Roma abbandonata

Al centro di Roma c’è un luogo bellissimo pieno però di amianto. Si trova davanti al Ministero della Marina, nel lato opposto al lungotevere, sotto Villa Borghese, a due passi da piazza del Popolo.

Oggi è una vasta area dove ci sono solo meccanici, e dove qualcuno ci vive credo in modo abbastanza abusivo. Da un lato confina con l’Accademia Filarmonica Romana, un posto bellissimo immerso nel verde nato nel 1821 per promuovere la musica.

Dall’altro lato c’è Explora, il museo per i bambini nato da poco grazie al recupero di siti industriali abbandonati. Davanti piazzale della Marina con il Ministero e dietro la vegetazione di Villa Borghese. Di fronte ci passa il tram che con le vibrazioni potrebbe smuovere l’amianto. Io non sono una tecnica ma non ci vuole molto a capire il problema.

Questa vasta zona ha un potenziale economico enorme. Vi immaginate un piccolo villaggetto di case nuove a cento metri da piazza del Popolo, immerso nel verde di Villa Borghese? Valore inestimabile che il comune non sfrutta o utilizza proprio perché lo smaltimento dell’amianto ha costi proibitivi.

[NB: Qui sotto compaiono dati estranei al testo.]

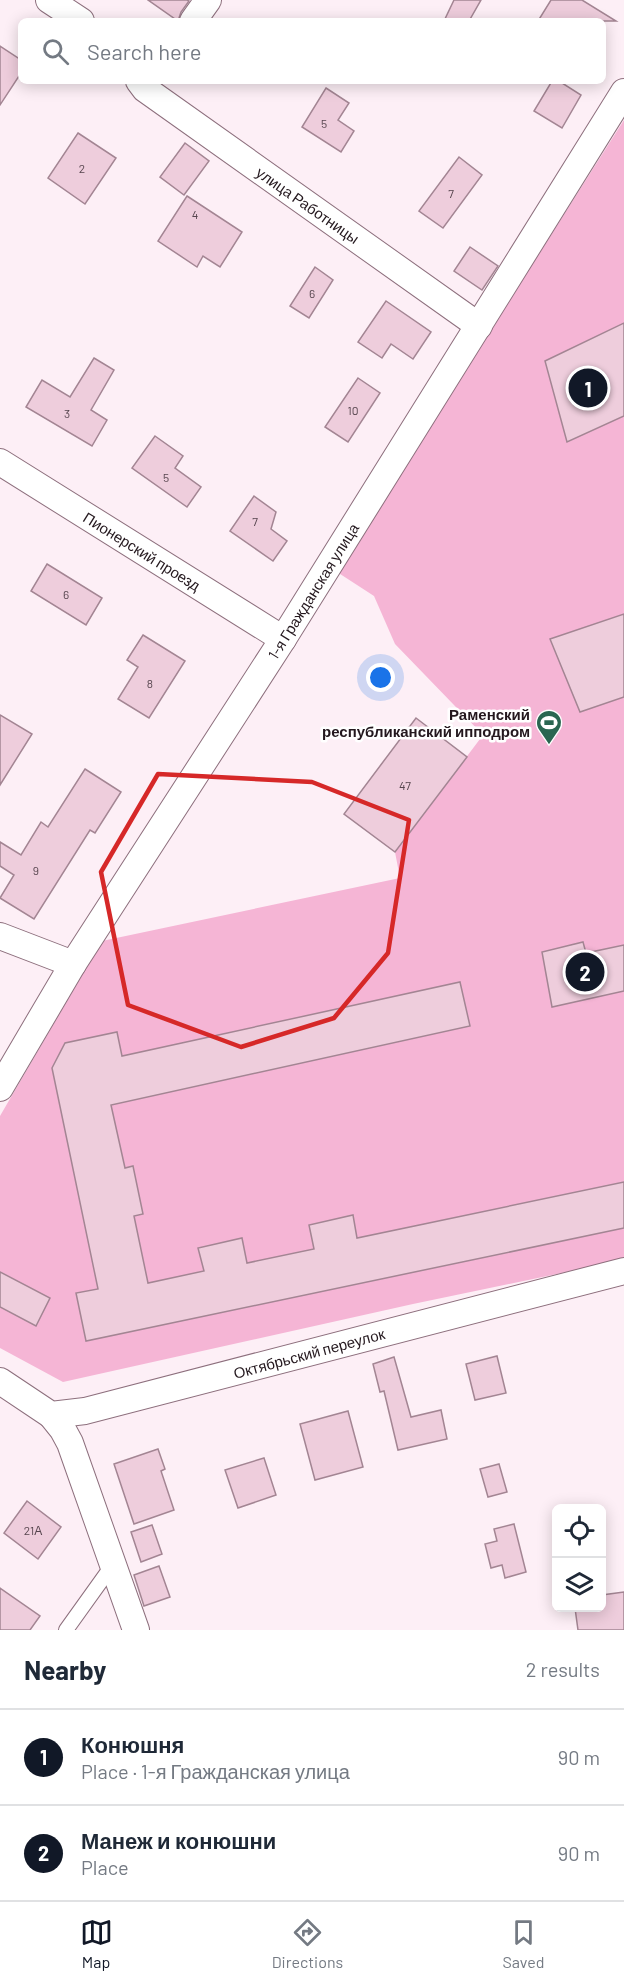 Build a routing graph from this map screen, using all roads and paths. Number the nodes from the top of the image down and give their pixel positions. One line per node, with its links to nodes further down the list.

Perché allora non darlo a dei privati che bonifichino l’area?

Intanto tutto è immobile da decenni e si lascia abbandonato uno spazio prezioso e bellissimo ma altrettanto pericoloso. Fino a qualche anno fa era stato dato all’Università di Architettura poi è stato lasciato vuoto. Forse perché si sono resi conto del pericolo che l’amianto avrebbe potuto creare? Chi lo sa. Intanto nessuno ne parla, nessuno fa niente, nessuno sembra accorgersi del problema. Il luogo è abbastanza nascosto dagli sguardi indiscreti così si lascia andare in malora un altro pezzo di questa povera città e di questo paese che sembra non amiamo più.